Voxafrica avait vraiment une équipe de galactiques avec beaucoup de complicité. Des jeunes talentueux et passionnés prêts à faire bouger les lignes dans le paysage médiatique africain.

Voxafrica est aujourd’hui l’ombre d’elle-même. Une coquille vide. L’effectif de journalistes talentueux s’est réduit comme peau de chagrin. Les programmes phares ont disparu. Jules DOMCHE est aujo
urd’hui le seul survivant de l’âge d’or de cette Chaîne.
On a l’impression que l’ossature actuelle de cette chaîne est essentiellement constituée de pigistes et des stagiaires. Il n’est pas rare de voir des noms comme Polycarpe ESSOMBA venir faire des piges le temps d’une émission.
Cette chaîne est certainement la plus grosse déception de l’histoire de la télévision camerounaise. Comment est-ce qu’avec autant d’argent et de talents, les promoteurs de cette chaîne n’ont pas réussi à bâtir un grand empire médiatique comme le font les grands industriels ailleurs ?
Cela peut s’expliquer certainement par la frilosité de l’équipe dirigeante, une stratégie opaque et une vision devenue floue avec le temps.
Par exemple, pourquoi diffuser une chaîne à dimension panafricaine depuis Londres ? Rien que de ce fait, les émissions n’étaient pas régulièrement en direct. Elles étaient enregistrées et il pouvait se passer plusieurs jours pour qu’elles soient diffusées après enregistrement. Ce qui n’est pas efficace pour des émissions d’actualité par exemple.

Voxafrica est une chaîne qui nous a fait rêver et qui a révélé des pépites. Mais, pour briller dans un environnement médiatique compétitif, cette chaîne doit revoir son management, améliorer la prise en charge de ses employés et leurs conditions de travail. Elle doit avoir le courage d’assumer une vision et une ligne éditoriale précise.

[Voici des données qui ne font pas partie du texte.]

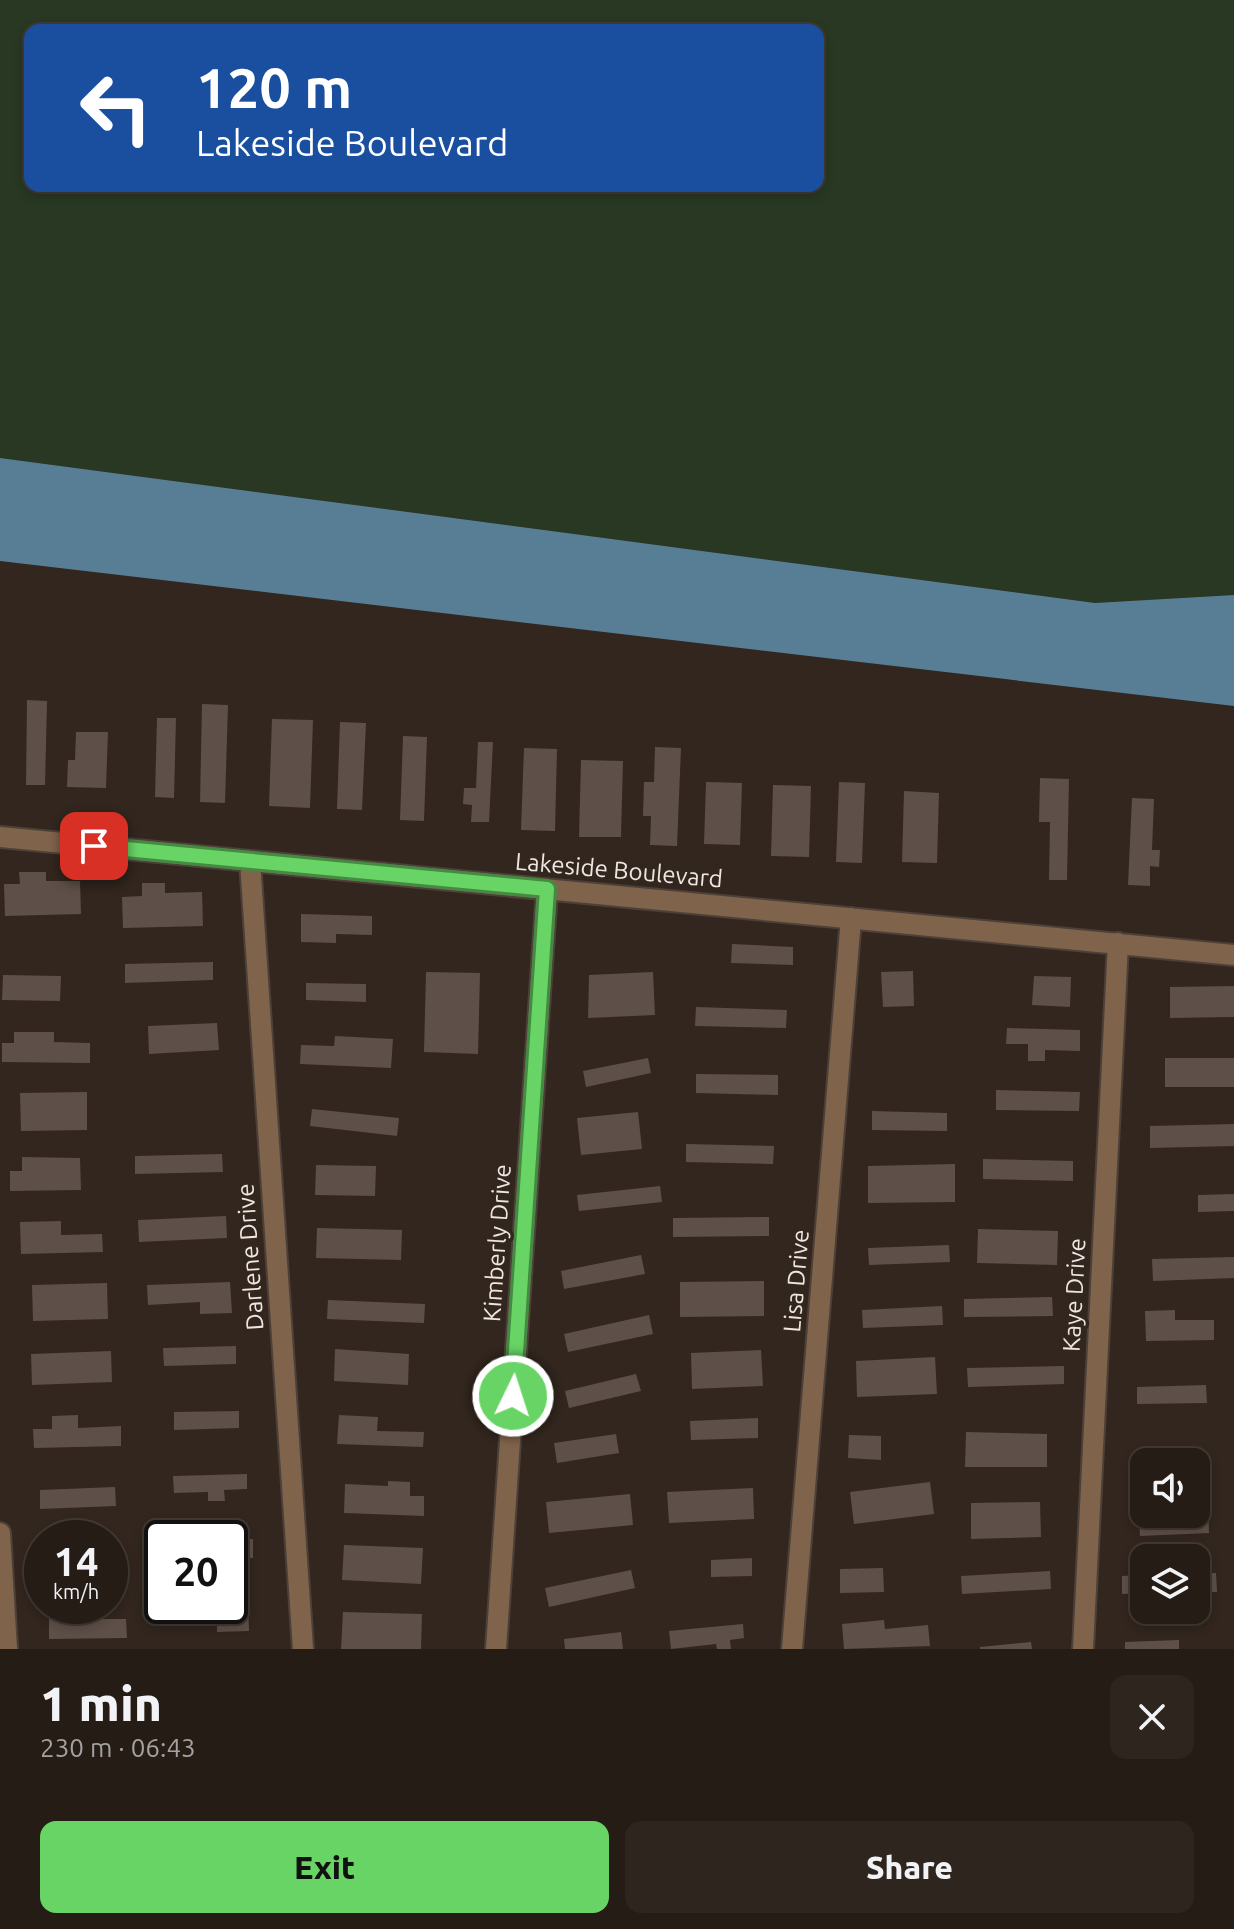 <!DOCTYPE html>
<meta charset="utf-8">
<style>
body{margin:0;font-family:Ubuntu,sans-serif;background:#2e251f;color:#f1f3f6;height:100vh;display:flex;flex-direction:column;font-size:30px;white-space:nowrap}
*{box-sizing:border-box;margin:0}
p{font-size:26px;color:#a4a1a1}
.icon{flex:none;width:44px;height:44px;fill:none;stroke:currentColor;stroke-width:2;stroke-linecap:round;stroke-linejoin:round}
.map{position:relative;height:1649px;overflow:hidden}
.drawer{display:flex;flex-direction:column;background:#261c16;flex:1}
.drawer>*{flex:none}
.top-card{position:absolute;left:24px;top:24px;width:800px;height:168px;border-radius:16px;box-shadow:0 4px 12px #0003,0 0 0 2px #423a35;background:#1a4fa0;color:#fff;overflow:hidden}
.fabs{position:absolute;left:1130px;top:1448px;display:grid;gap:16px}
.fabs a{display:grid;place-items:center;width:80px;height:80px;border-radius:16px;background:#261c16;box-shadow:0 4px 12px #0003,0 0 0 2px #423a35;font-size:40px}
.speed{position:absolute;left:24px;top:1520px;display:flex;gap:16px;font-size:40px;font-weight:700;text-align:center}
.speed>*{display:grid;place-content:center;width:104px;height:104px;border-radius:50%;background:#261c16;box-shadow:0 4px 12px #0003,0 0 0 2px #423a35;line-height:1}
.speed small{font-size:20px;font-weight:400}
.speed .limit{border:4px solid #111;border-radius:12px;background:#fff;color:#111}
.pin{position:absolute;display:grid;place-items:center;width:68px;height:68px;color:#fff;margin:-34px;border-radius:16px;box-shadow:0 4px 12px #0006}
.me{position:absolute;width:88px;margin:-44px;rotate:4deg;stroke-linejoin:round;filter:drop-shadow(0 0 6px #0008)}
.turn{display:flex;align-items:center;gap:28px;height:168px;padding:0 40px;font-size:36px}
.turn .icon{width:104px;height:104px;stroke-width:2.5}
.turn b{display:block;font-size:56px;line-height:68px}
.round{display:grid;place-items:center;flex:none;width:84px;height:84px;border-radius:16px;background:#2e251f}
.headline{display:flex;align-items:center;justify-content:space-between;height:136px;padding:0 40px}
h1{font-size:48px;font-weight:800;line-height:60px}
.primary-button{display:flex;gap:16px;margin-top:auto;padding:16px 40px}
.primary-button a{flex:1;height:92px;border-radius:16px;background:#68d465;color:#111;font-size:32px;font-weight:800;line-height:92px;text-align:center}
.primary-button a+a{background:#2e251f;color:#f1f3f6}
.map>svg:first-child{display:block}
.green{fill:#283822;fill-rule:evenodd}
.water{fill:#587e95}
.building{fill:#5e5048}
.lines{fill:none;stroke-linecap:round;stroke-linejoin:round}
.minor-casing{stroke:#4c4139;stroke-width:24}
.minor{stroke:#80634b;stroke-width:20}
.route-casing{stroke:#448a42;stroke-width:20}
.route{stroke:#68d465;stroke-width:14}
.labels{text-anchor:middle;dominant-baseline:central;stroke-width:7;stroke-linejoin:round;paint-order:stroke}
.street-label{font-size:24px;fill:#eee6e1;stroke:#32261e}
</style>
<div class="map">
<svg width="1234" height="1649" viewBox="0 0 1234 1649">
<rect width="100%" height="100%" fill="#32261e"/>
<path class="green" d="M 0,0 L 1234,0 L 1234,595 L 1095,603 L 0,458 ZM 30,30 L 818,30 L 818,186 L 30,186 Z"/>
<path class="water" d="M 0,458 L 1095,603 L 1234,595 L 1234,706 L 0,561 Z"/>
<path class="building" d="M 27,700 L 47,701 L 45,785 L 26,785 Z
M 202,704 L 228,705 L 225,803 L 200,802 Z
M 157,718 L 176,718 L 174,798 L 155,797 Z
M 272,719 L 313,720 L 310,808 L 269,806 Z
M 340,722 L 366,723 L 362,810 L 337,809 Z
M 76,732 L 108,732 L 106,788 L 67,787 L 68,760 L 75,760 Z
M 403,736 L 427,737 L 424,821 L 400,820 Z
M 478,742 L 493,742 L 489,822 L 471,822 L 472,805 L 463,804 L 464,788 L 476,788 Z
M 655,747 L 681,748 L 677,846 L 650,845 L 651,816 L 643,816 L 644,782 L 654,782 Z
M 524,748 L 557,749 L 555,831 L 521,830 Z
M 581,760 L 623,761 L 621,837 L 579,837 Z
M 1040,778 L 1069,779 L 1067,880 L 1049,880 L 1050,822 L 1039,822 Z
M 706,782 L 742,783 L 740,845 L 704,844 Z
M 839,782 L 865,783 L 862,863 L 836,862 Z
M 773,785 L 811,786 L 809,857 L 771,856 Z
M 904,791 L 939,793 L 937,863 L 902,862 Z
M 1132,798 L 1154,799 L 1152,850 L 1160,850 L 1159,867 L 1150,866 L 1150,886 L 1128,885 Z
M 19,872 L 46,872 L 46,881 L 80,881 L 81,914 L 5,916 L 4,884 L 20,884 Z
M 142,883 L 165,883 L 165,893 L 202,892 L 203,926 L 123,928 L 122,897 L 142,896 Z
M 301,914 L 372,916 L 372,935 L 336,934 L 336,943 L 301,942 Z
M 732,944 L 793,947 L 793,965 L 731,963 Z
M 213,962 L 213,980 L 125,983 L 125,964 Z
M 913,971 L 914,1006 L 883,1007 L 881,972 Z
M 426,972 L 480,973 L 478,1054 L 424,1052 Z
M 653,972 L 655,1015 L 588,1018 L 589,975 Z
M 3,975 L 61,976 L 60,1001 L 2,1000 Z
M 1034,976 L 1071,977 L 1070,1007 L 1032,1005 Z
M 306,983 L 366,984 L 366,1002 L 306,1000 Z
M 1234,986 L 1234,1017 L 1170,1018 L 1170,987 Z
M 696,1007 L 787,1010 L 786,1028 L 695,1026 Z
M 217,1023 L 219,1050 L 149,1054 L 148,1026 Z
M 1007,1028 L 1080,1030 L 1080,1051 L 1045,1050 L 1045,1061 L 1028,1061 L 1028,1044 L 1006,1044 Z
M 14,1032 L 54,1032 L 54,1042 L 90,1043 L 90,1063 L 2,1062 L 2,1043 L 14,1043 Z
M 335,1036 L 393,1039 L 391,1068 L 300,1064 L 301,1045 L 334,1046 Z
M 648,1058 L 651,1073 L 586,1087 L 583,1071 Z
M 1165,1058 L 1234,1058 L 1234,1087 L 1165,1087 Z
M 696,1074 L 778,1075 L 778,1095 L 696,1093 Z
M 996,1090 L 1080,1092 L 1079,1111 L 996,1110 Z
M 87,1092 L 87,1130 L 21,1131 L 20,1093 Z
M 312,1109 L 399,1118 L 397,1136 L 310,1126 Z
M 872,1111 L 947,1113 L 947,1131 L 872,1130 Z
M 638,1112 L 642,1149 L 581,1155 L 577,1118 Z
M 1234,1124 L 1234,1146 L 1150,1148 L 1150,1126 Z
M 686,1144 L 774,1146 L 773,1164 L 686,1162 Z
M 222,1154 L 223,1172 L 135,1174 L 135,1156 Z
M 22,1157 L 80,1158 L 81,1190 L 10,1191 L 10,1171 L 22,1171 Z
M 983,1159 L 1073,1161 L 1073,1181 L 983,1179 Z
M 955,1164 L 955,1202 L 868,1203 L 868,1166 Z
M 316,1165 L 376,1166 L 375,1196 L 315,1195 Z
M 660,1186 L 662,1202 L 579,1211 L 577,1195 Z
M 1234,1194 L 1234,1211 L 1198,1212 L 1198,1195 Z
M 226,1216 L 227,1238 L 139,1242 L 138,1220 Z
M 769,1217 L 769,1236 L 673,1237 L 673,1218 Z
M 61,1221 L 61,1235 L 102,1234 L 103,1252 L 21,1254 L 20,1222 Z
M 317,1228 L 402,1230 L 401,1260 L 316,1258 Z
M 978,1229 L 1058,1231 L 1057,1265 L 977,1263 Z
M 949,1245 L 950,1262 L 869,1265 L 868,1248 Z
M 641,1255 L 645,1274 L 564,1289 L 561,1271 Z
M 1234,1257 L 1234,1278 L 1153,1281 L 1152,1259 Z
M 764,1281 L 764,1316 L 680,1317 L 680,1282 Z
M 230,1282 L 232,1313 L 200,1314 L 200,1302 L 148,1305 L 147,1285 Z
M 107,1283 L 108,1319 L 33,1321 L 32,1285 Z
M 1052,1297 L 1053,1316 L 964,1317 L 964,1299 Z
M 328,1300 L 425,1304 L 424,1323 L 327,1319 Z
M 942,1306 L 943,1325 L 863,1328 L 862,1310 Z
M 1175,1310 L 1175,1320 L 1214,1320 L 1214,1340 L 1146,1341 L 1145,1311 Z
M 649,1315 L 653,1334 L 568,1352 L 564,1334 Z
M 236,1346 L 236,1364 L 164,1366 L 163,1348 Z
M 335,1349 L 409,1354 L 408,1385 L 334,1381 Z
M 761,1350 L 763,1386 L 692,1389 L 691,1353 Z
M 111,1351 L 112,1382 L 32,1385 L 31,1354 Z
M 935,1357 L 937,1394 L 857,1397 L 856,1361 Z
M 1064,1366 L 1064,1384 L 968,1387 L 967,1368 Z
M 636,1374 L 641,1391 L 569,1408 L 565,1391 Z
M 1206,1385 L 1207,1403 L 1137,1404 L 1137,1387 Z
M 239,1411 L 239,1428 L 174,1430 L 174,1412 Z
M 78,1415 L 78,1428 L 121,1426 L 121,1446 L 34,1448 L 33,1429 L 52,1429 L 52,1416 Z
M 339,1415 L 378,1417 L 377,1431 L 424,1432 L 423,1447 L 337,1444 Z
M 758,1418 L 758,1438 L 691,1440 L 690,1421 Z
M 966,1432 L 1047,1434 L 1047,1467 L 965,1467 Z
M 616,1434 L 619,1453 L 557,1463 L 554,1443 Z
M 849,1435 L 881,1436 L 881,1460 L 848,1458 Z
M 1200,1447 L 1201,1466 L 1196,1466 L 1196,1462 L 1144,1462 L 1144,1467 L 1139,1467 L 1139,1449 Z
M 247,1474 L 247,1489 L 224,1490 L 225,1501 L 208,1501 L 208,1492 L 174,1493 L 173,1476 Z
M 388,1481 L 410,1482 L 410,1496 L 424,1496 L 424,1516 L 344,1513 L 345,1484 L 388,1486 Z
M 930,1482 L 934,1514 L 854,1524 L 850,1492 Z
M 115,1487 L 116,1506 L 40,1509 L 40,1490 Z
M 753,1488 L 754,1519 L 669,1523 L 667,1492 Z
M 630,1494 L 633,1525 L 549,1533 L 546,1502 Z
M 1196,1497 L 1208,1497 L 1209,1533 L 1140,1536 L 1138,1500 L 1144,1499 L 1144,1514 L 1196,1514 Z
M 1040,1502 L 1041,1537 L 971,1539 L 971,1503 Z
M 253,1539 L 253,1558 L 230,1558 L 230,1540 Z
M 344,1545 L 423,1548 L 421,1584 L 342,1580 Z
M 127,1554 L 128,1573 L 110,1574 L 110,1555 Z
M 752,1558 L 752,1576 L 711,1577 L 711,1560 Z
M 883,1568 L 884,1592 L 840,1593 L 840,1569 Z
M 631,1570 L 635,1588 L 549,1607 L 545,1588 Z
M 1050,1571 L 1051,1589 L 962,1594 L 961,1576 Z
M 1216,1573 L 1217,1592 L 1196,1592 L 1196,1574 Z
M 1144,1575 L 1144,1593 L 1122,1594 L 1122,1576 Z
M 248,1600 L 249,1631 L 217,1632 L 217,1621 L 162,1624 L 161,1606 L 230,1606 L 230,1601 Z
M 49,1606 L 88,1606 L 89,1619 L 126,1619 L 127,1638 L 49,1639 Z
M 343,1612 L 422,1614 L 421,1649 L 341,1649 Z
M 884,1620 L 885,1629 L 928,1625 L 930,1646 L 844,1649 L 842,1624 Z
M 743,1624 L 744,1638 L 730,1640 L 731,1649 L 717,1649 L 716,1644 L 671,1649 L 669,1631 Z
M 621,1632 L 623,1649 L 565,1649 L 564,1639 Z
M 1179,1640 L 1179,1649 L 1125,1649 L 1125,1642 Z
M 1031,1642 L 1032,1649 L 980,1649 L 980,1647 Z"/>
<g class="lines">
<g class="minor-casing">
<path id="minor" d="M 0,837 L 1234,955
M 250,861 L 303,1649
M 0,1533 L 7,1649
M 496,1649 L 547,889
M 792,1649 L 851,918
M 1083,1649 L 1118,943"/>
</g>
<use href="#minor" class="minor"/>
</g>
<g class="lines">
<g class="route-casing">
<path id="route" d="M 94,846 L 547,889 L 513,1396"/>
</g>
<use href="#route" class="route"/>
</g>
<g class="labels">
<g class="street-label">
<text transform="translate(619 870) rotate(5)">Lakeside Boulevard</text>
<text transform="translate(497 1243) rotate(-86)">Kimberly Drive</text>
<text transform="translate(250 1257) rotate(-94)">Darlene Drive</text>
<text transform="translate(796 1281) rotate(-85)">Lisa Drive</text>
<text transform="translate(1074 1295) rotate(-87)">Kaye Drive</text>
</g>
</g>
</svg>
<div class="fabs">
<a><svg class="icon" aria-label="sound" viewBox="0 0 24 24"><path d="M4 9h4l5-4v14l-5-4H4zM17 9q2 3 0 6"/></svg></a>
<a><svg class="icon" aria-label="layers" viewBox="0 0 24 24"><path d="M12 4l9 5-9 5-9-5zM3 14l9 5 9-5"/></svg></a>
</div>
<div class="speed"><div>14<small>km/h</small></div><div class="limit">20</div></div>
<div class="pin" style="left:94px;top:846px;background:#d93025"><svg class="icon" aria-label="arrive" viewBox="0 0 24 24"><path d="M6 21V4h12l-3 4 3 4H6"/></svg></div>
<svg class="me" style="left:513px;top:1396px" viewBox="-20 -20 40 40"><circle r="17" fill="#68d465" stroke="#fff" stroke-width="3"/><path d="M0-11L8 9 0 5-8 9z" fill="#fff"/></svg>
<div class="top-card">
<div class="turn"><svg class="icon" aria-label="left" viewBox="0 0 24 24"><path d="M17 20v-9H6M10 6l-5 5 5 5"/></svg><div><b>120 m</b>Lakeside Boulevard</div></div>
</div>
</div>
<section class="drawer">
<div class="headline"><div><h1>1 min</h1><p>230 m · 06:43</p></div><a class="round"><svg class="icon" aria-label="close" viewBox="0 0 24 24"><path d="M6 6l12 12M18 6L6 18"/></svg></a></div>
<div class="primary-button"><a>Exit</a><a>Share</a></div>
</section>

Nous invitons les industriels, les hommes d'affaires, les banquiers et les milliardaires camerounais à avoir un peu de courage. Il faut bâtir des empires médiatiques solides pour favoriser la diffusion de la bonne information, pour l'éducation des masses et surtout pour contribuer à bâtir une véritable démocratie. Les médias représentent le quatrième pouvoir et aucune société démocratique ne peut bâtir sans des médias forts.